Considering that more than 98% of the security-related alarms that occur are false and the growing trend of DIY security systems, the need for verification is going to continue to grow. Police departments are underfunded and understaffed and cannot possibly respond to the growing number of alarm calls, which has led to increased false alarm fines and many cities implementing verified alarm and priority police response ordinances.
While Sonitrol has provided verified alarm solutions for 55 years, the traditional alarm industry has been slow to adopt these types of solutions. I believe this is primarily due to many alarm companies reacting to pricing pressures. When you can explain the value of verification as a way of electronically witnessing a crime in progress and assisting police in apprehending criminals and protecting your property, price is no longer a factor.
What are the top challenges and opportunities your company has seen so far in 2019?
Like many other installation businesses during times of low unemployment, we have challenges finding and retaining skilled labor, which has led us to engage non-typical recruitment methods and create early career training and education programs to develop new talent.
I see many opportunities with artificial intelligence and other means of creating more efficient central station monitoring centers. With the use of these types of technologies, we can not only reduce the cost to monitor but also reduce the number of false alarms and precipitate response that occurs.
What do you hope the Women in Security Forum can achieve for the security industry?
I hope that the Women in Security Forum will help create more networking, education and mentorship opportunities for women in the security industry.
What advice would you give women who are in the industry?
Look for a champion or mentor — male or female — and ask for their guidance. Don’t be afraid to take risks and step outside of your comfort zone. Don’t feel like you must know the answer to every question or how every widget works. Build your network, and know where to go to get answers and support.
Who or what was the strongest influence in your career (e.g. a mentor, an event that inspired your career decision)?
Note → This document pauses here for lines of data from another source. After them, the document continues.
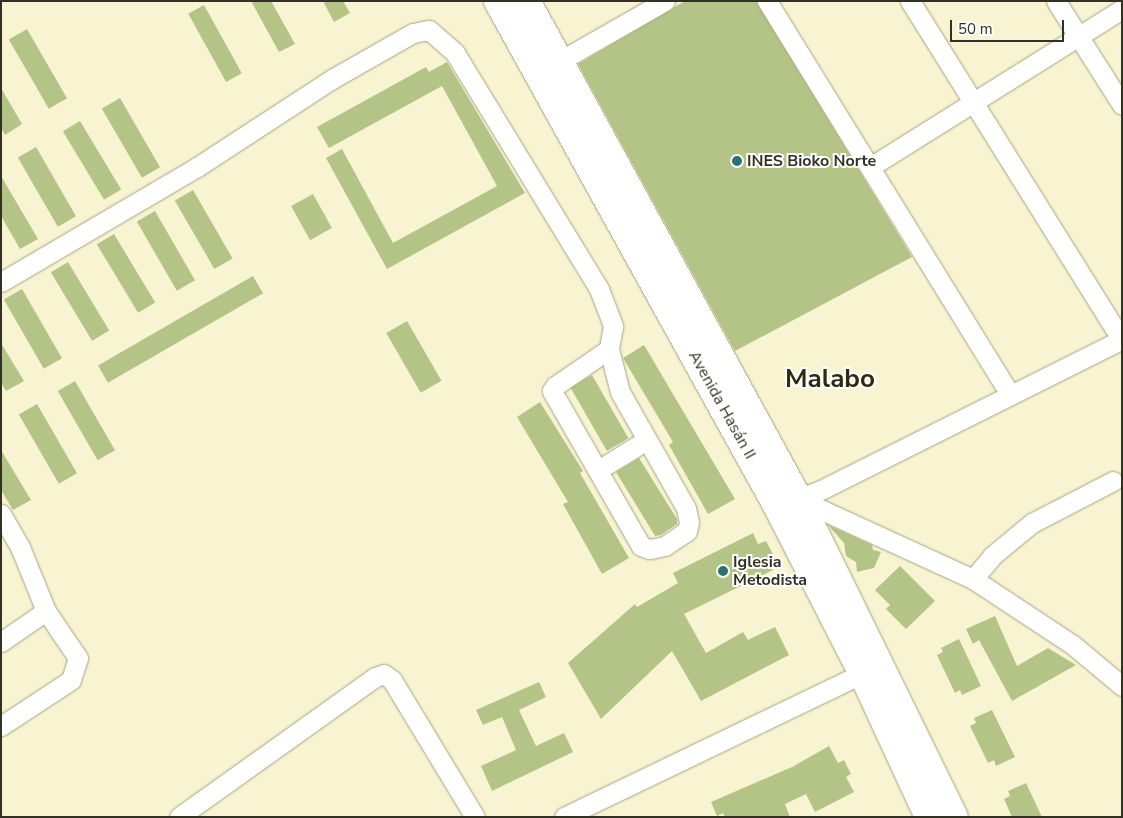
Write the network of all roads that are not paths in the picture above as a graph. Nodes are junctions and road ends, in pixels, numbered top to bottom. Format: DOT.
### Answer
graph roads {
  1 [pos="498,1"];
  2 [pos="526,1"];
  3 [pos="665,1"];
  4 [pos="767,1"];
  5 [pos="910,1"];
  6 [pos="1056,1"];
  7 [pos="1122,9"];
  8 [pos="1077,37"];
  9 [pos="558,62"];
  10 [pos="972,103"];
  11 [pos="1122,105"];
  12 [pos="870,167"];
  13 [pos="1,282"];
  14 [pos="1122,339"];
  15 [pos="610,349"];
  16 [pos="1010,394"];
  17 [pos="646,441"];
  18 [pos="598,470"];
  19 [pos="1114,482"];
  20 [pos="788,503"];
  21 [pos="1,514"];
  22 [pos="973,579"];
  23 [pos="46,611"];
  24 [pos="1,642"];
  25 [pos="872,669"];
  26 [pos="1122,686"];
  27 [pos="1,726"];
  28 [pos="179,817"];
  29 [pos="475,817"];
  30 [pos="564,817"];
  31 [pos="929,817"];
  32 [pos="954,817"];
  1 -- 20 [label="main road, Avenida Hasán II"];
  2 -- 9 [label="main road, Avenida Hasán II"];
  3 -- 9 [label="street"];
  4 -- 12 [label="street"];
  5 -- 10 [label="street"];
  6 -- 8 [label="street"];
  7 -- 8 [label="street"];
  8 -- 10 [label="street"];
  8 -- 11 [label="street"];
  9 -- 20 [label="main road, Avenida Hasán II"];
  10 -- 12 [label="street"];
  10 -- 14 [label="street"];
  12 -- 16 [label="street"];
  13 -- 15 [label="street"];
  14 -- 16 [label="street"];
  15 -- 17 [label="street"];
  15 -- 18 [label="street"];
  16 -- 20 [label="street"];
  17 -- 18 [label="street"];
  17 -- 18 [label="street"];
  19 -- 22 [label="street"];
  20 -- 22 [label="street"];
  20 -- 25 [label="main road, Avenida Hasán II"];
  21 -- 23 [label="street"];
  22 -- 26 [label="street"];
  23 -- 24 [label="street"];
  23 -- 27 [label="street"];
  25 -- 30 [label="street"];
  25 -- 31 [label="main road, Avenida Hasán II"];
  25 -- 32 [label="main road, Avenida Hasán II"];
  28 -- 29 [label="street"];
}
How do you define success?
An acquisition early in my career forced me to leave my comfort zone and seek other employment. While it felt intimidating at the time, it was the best thing that could have happened to me. A vendor, who was a partner of my previous firm, was growing his sales team and took a chance on me. I was not the most experienced or qualified, but he could see my drive and passion. He took the extra time to train and develop me, and I ultimately became one of his top sales producers.
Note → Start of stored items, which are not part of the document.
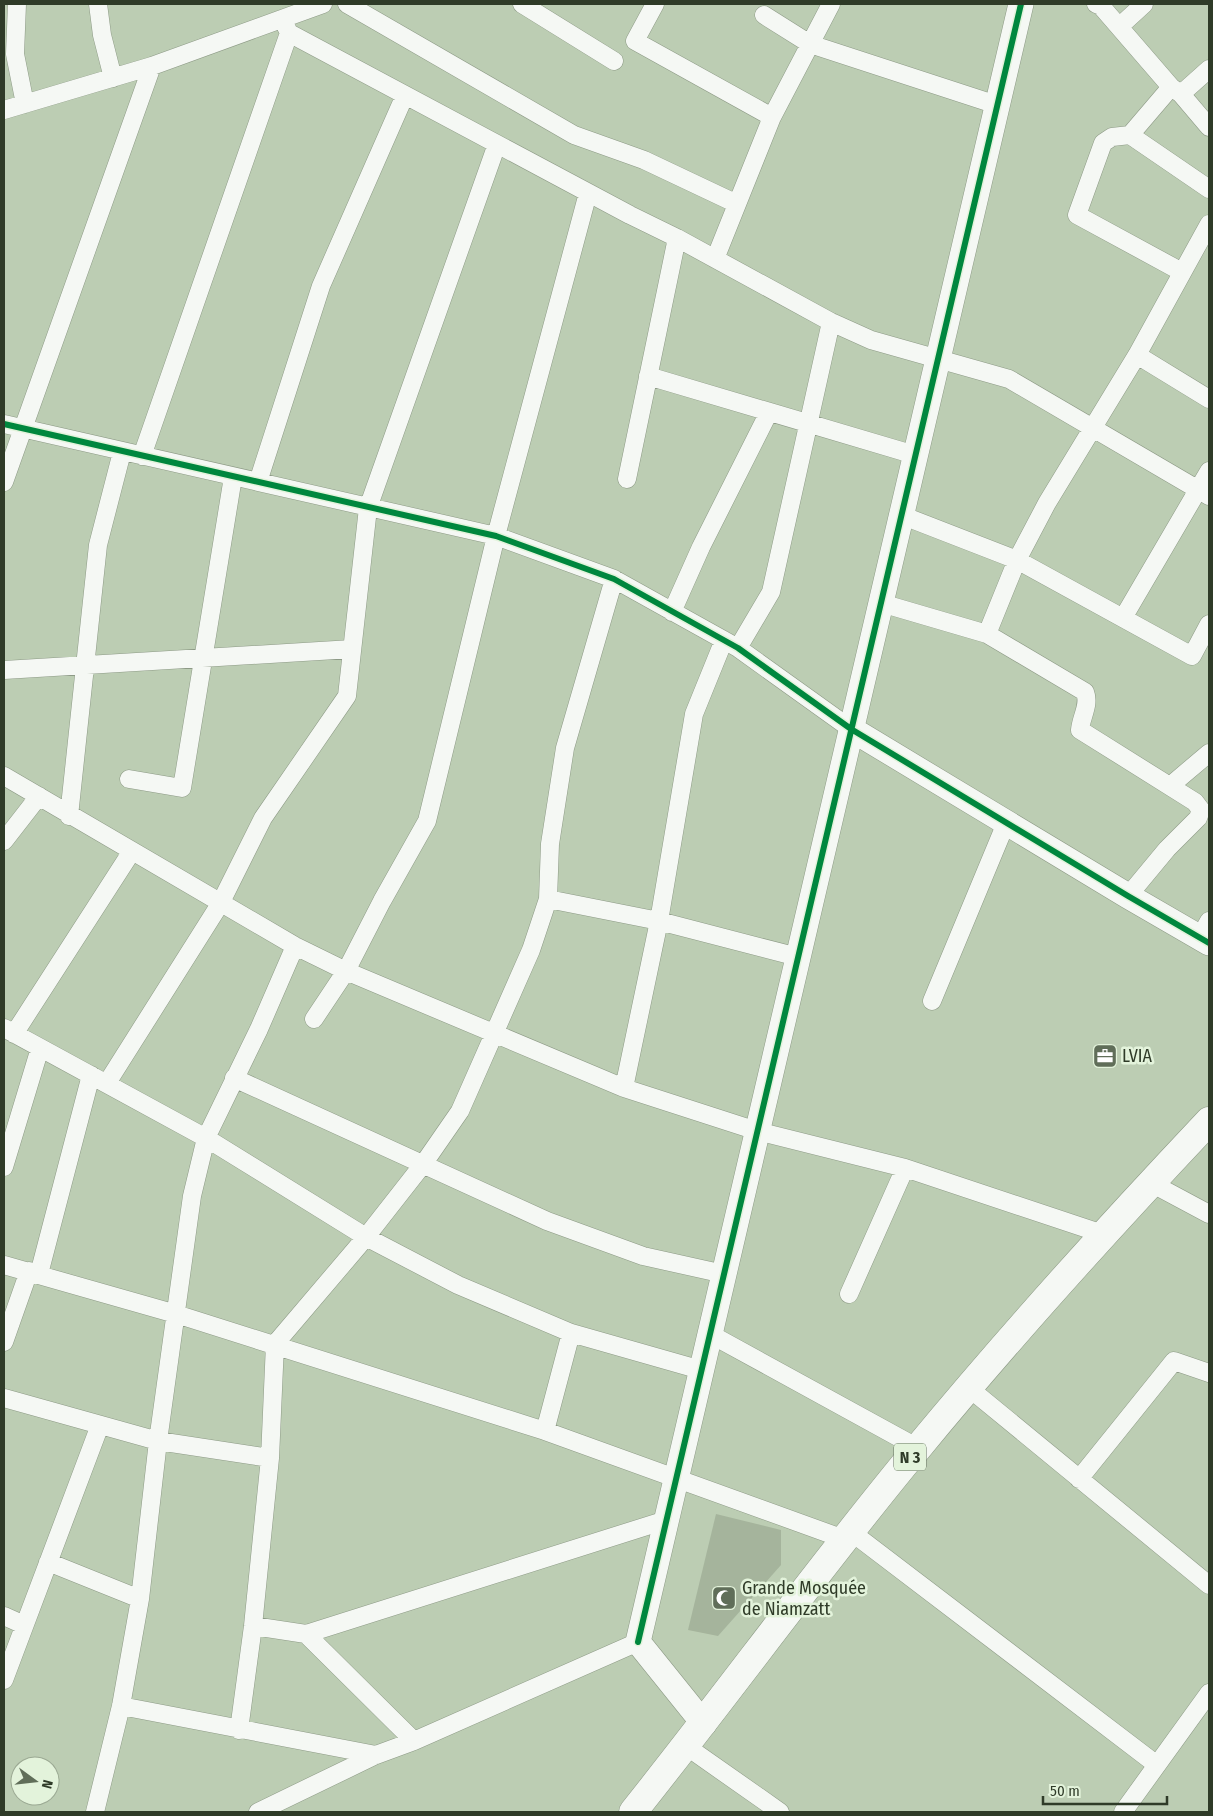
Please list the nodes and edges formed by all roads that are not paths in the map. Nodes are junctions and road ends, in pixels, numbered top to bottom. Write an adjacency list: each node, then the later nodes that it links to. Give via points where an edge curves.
1 (17, 4): 12 (street)
2 (98, 4): 19 (street)
3 (347, 4): 30 (street, via 574,135 644,160)
4 (522, 4): 16 (street)
5 (655, 4): 24 (street, via 635,41)
6 (831, 4): 15 (street)
7 (1021, 4): 22 (street)
8 (1099, 4): 14 (street)
9 (1144, 4): 14 (street)
10 (315, 5): 13 (street)
11 (764, 15): 15 (street)
12 (10, 22): 23 (street, via 15,54)
13 (286, 26): 17 (street); 21 (street); 47 (street)
14 (1120, 26): 20 (street)
15 (810, 44): 22 (street); 24 (street)
16 (614, 61)
17 (152, 66): 19 (street); 43 (street)
18 (1209, 69): 20 (street)
19 (113, 78): 23 (street)
20 (1176, 91): 25 (street); 26 (street)
21 (405, 95): 27 (street); 52 (street, via 321,286)
22 (997, 105): 37 (street)
23 (10, 112)
24 (772, 117): 30 (street)
25 (1209, 127)
26 (1130, 135): 28 (street); 34 (street, via 1112,137 1103,143 1077,216)
27 (497, 144): 29 (street); 54 (street)
28 (1209, 189)
29 (588, 193): 32 (street); 56 (street)
30 (735, 203): 33 (street)
31 (1209, 224): 34 (street)
32 (677, 238): 33 (street); 38 (street)
33 (715, 259): 35 (street)
34 (1182, 272): 36 (street)
35 (831, 322): 37 (street, via 871,340); 41 (street)
36 (1137, 355): 39 (street); 44 (street)
37 (938, 358): 44 (street, via 1009,379); 46 (street)
38 (648, 376): 40 (street); 50 (street)
39 (1209, 399)
40 (769, 412): 41 (street); 60 (street)
41 (808, 423): 46 (street); 64 (street, via 770,592)
42 (4, 424): 43 (street)
43 (22, 428): 45 (street); 51 (street)
44 (1093, 428): 53 (street); 57 (street, via 1046,503)
45 (122, 452): 47 (street); 67 (street, via 98,545)
46 (915, 455): 55 (street)
47 (142, 456): 49 (street)
48 (1209, 471): 53 (street)
49 (233, 477): 52 (street); 66 (street)
50 (627, 478)
51 (4, 482)
52 (258, 482): 54 (street)
53 (1204, 493): 61 (street)
54 (368, 508): 56 (street); 65 (street)
55 (901, 515): 57 (street); 59 (street)
56 (496, 536): 58 (street); 86 (street, via 426,821)
57 (1017, 560): 61 (street); 63 (street)
58 (614, 580): 60 (street); 80 (street, via 565,748 550,844)
59 (881, 603): 63 (street); 69 (street)
60 (672, 612): 64 (street)
61 (1124, 618): 62 (street, via 1192,656)
62 (1209, 624)
63 (987, 634): 73 (street, via 1085,692 1087,706 1080,730)
64 (731, 644): 69 (street); 82 (street, via 694,714)
65 (352, 649): 66 (street); 81 (street, via 347,696 264,818)
66 (202, 658): 67 (street); 72 (street, via 182,788)
67 (85, 665): 68 (street); 75 (street)
68 (4, 670)
69 (851, 729): 76 (street); 85 (street)
70 (1209, 753): 73 (street)
71 (4, 776): 74 (street)
72 (129, 779)
73 (1170, 786): 79 (street, via 1195,802 1201,810 1198,818)
74 (39, 796): 75 (street); 77 (street)
75 (69, 816): 78 (street)
76 (1006, 823): 79 (street); 87 (street)
77 (4, 841)
78 (132, 851): 81 (street); 89 (street)
79 (1128, 896): 83 (street)
80 (548, 900): 82 (street); 90 (street, via 531,950)
81 (220, 904): 84 (street); 93 (street)
82 (659, 921): 85 (street); 94 (street)
83 (1206, 934)
84 (295, 946): 86 (street); 92 (street)
85 (798, 957): 96 (street)
86 (346, 971): 88 (street); 90 (street)
87 (932, 1002)
88 (314, 1019)
89 (9, 1031): 91 (street)
90 (493, 1033): 94 (street); 98 (street, via 460,1111)
91 (40, 1048): 93 (street); 99 (street)
92 (234, 1078): 97 (street); 98 (street)
93 (99, 1080): 97 (street); 106 (street)
94 (624, 1088): 96 (street)
95 (1209, 1121): 101 (main road, N 3)
96 (757, 1131): 100 (street); 107 (street)
97 (206, 1138): 104 (street); 109 (street, via 192,1196)
98 (424, 1163): 104 (street); 107 (street, via 547,1221 643,1256)
99 (4, 1167)
100 (905, 1168): 103 (street); 108 (street)
101 (1151, 1183): 102 (street); 103 (main road, N 3)
102 (1209, 1214)
103 (1103, 1234): 116 (main road, N 3)
104 (366, 1237): 110 (street, via 458,1285); 113 (street)
105 (4, 1265): 106 (street)
106 (34, 1272): 109 (street); 112 (street)
107 (724, 1274): 111 (street)
108 (849, 1294)
109 (176, 1314): 113 (street); 120 (street)
110 (571, 1333): 114 (street); 119 (street)
111 (710, 1334): 114 (street); 121 (street)
112 (4, 1342)
113 (275, 1344): 119 (street); 122 (street)
114 (701, 1370): 123 (street)
115 (1209, 1373): 124 (street, via 1174,1361)
116 (969, 1388): 121 (main road, N 3); 124 (street)
117 (4, 1398): 118 (street)
118 (100, 1425): 120 (street); 127 (street)
119 (546, 1431): 123 (street)
120 (158, 1441): 122 (street); 129 (street)
121 (918, 1448): 126 (main road, N 3)
122 (270, 1458): 132 (street)
123 (676, 1478): 125 (street); 126 (street)
124 (1079, 1478): 128 (street)
125 (666, 1520): 133 (street); 134 (street)
126 (847, 1535): 138 (main road, N 3); 143 (street)
127 (48, 1562): 129 (street); 131 (street)
128 (1209, 1585)
129 (140, 1599): 137 (street)
130 (4, 1616): 131 (street)
131 (24, 1625): 135 (street)
132 (253, 1626): 133 (street); 139 (street)
133 (306, 1634): 140 (street)
134 (638, 1642): 138 (street); 140 (street)
135 (4, 1680)
136 (1209, 1693): 143 (street)
137 (121, 1706): 139 (street); 145 (street)
138 (704, 1724): 141 (main road, N 3)
139 (239, 1730): 142 (street)
140 (414, 1741): 142 (street)
141 (686, 1746): 144 (street); 147 (main road, N 3)
142 (376, 1755): 146 (street)
143 (1157, 1765): 148 (street)
144 (776, 1811)
145 (94, 1812)
146 (258, 1812)
147 (632, 1812)
148 (1123, 1812)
I am very goals- and results-driven, but I do not believe those are the only metrics to success. I define success by living a purpose. My professional purpose is to help create a safer world not only for our customers, but also to the law enforcement officers that risk their lives every day responding to alarms triggered by our technology. Helping them return safely to their families each night brings me an enormous amount of purpose.
How do you achieve work/life balance?
I purposely make time to travel and enjoy other hobbies outside of the workplace. During the past several years, I have sometimes found it difficult to disconnect, and those are the moments at which I have felt the greatest amount of stress. By taking time for myself, I have found that I am more creative and productive at work.
What would you say to new women coming into the industry?
Push yourself outside of you comfort zones, create a network and don’t be afraid to ask for their help or advice. Also, as your career continues to develop, look for opportunities to help other women to do the same.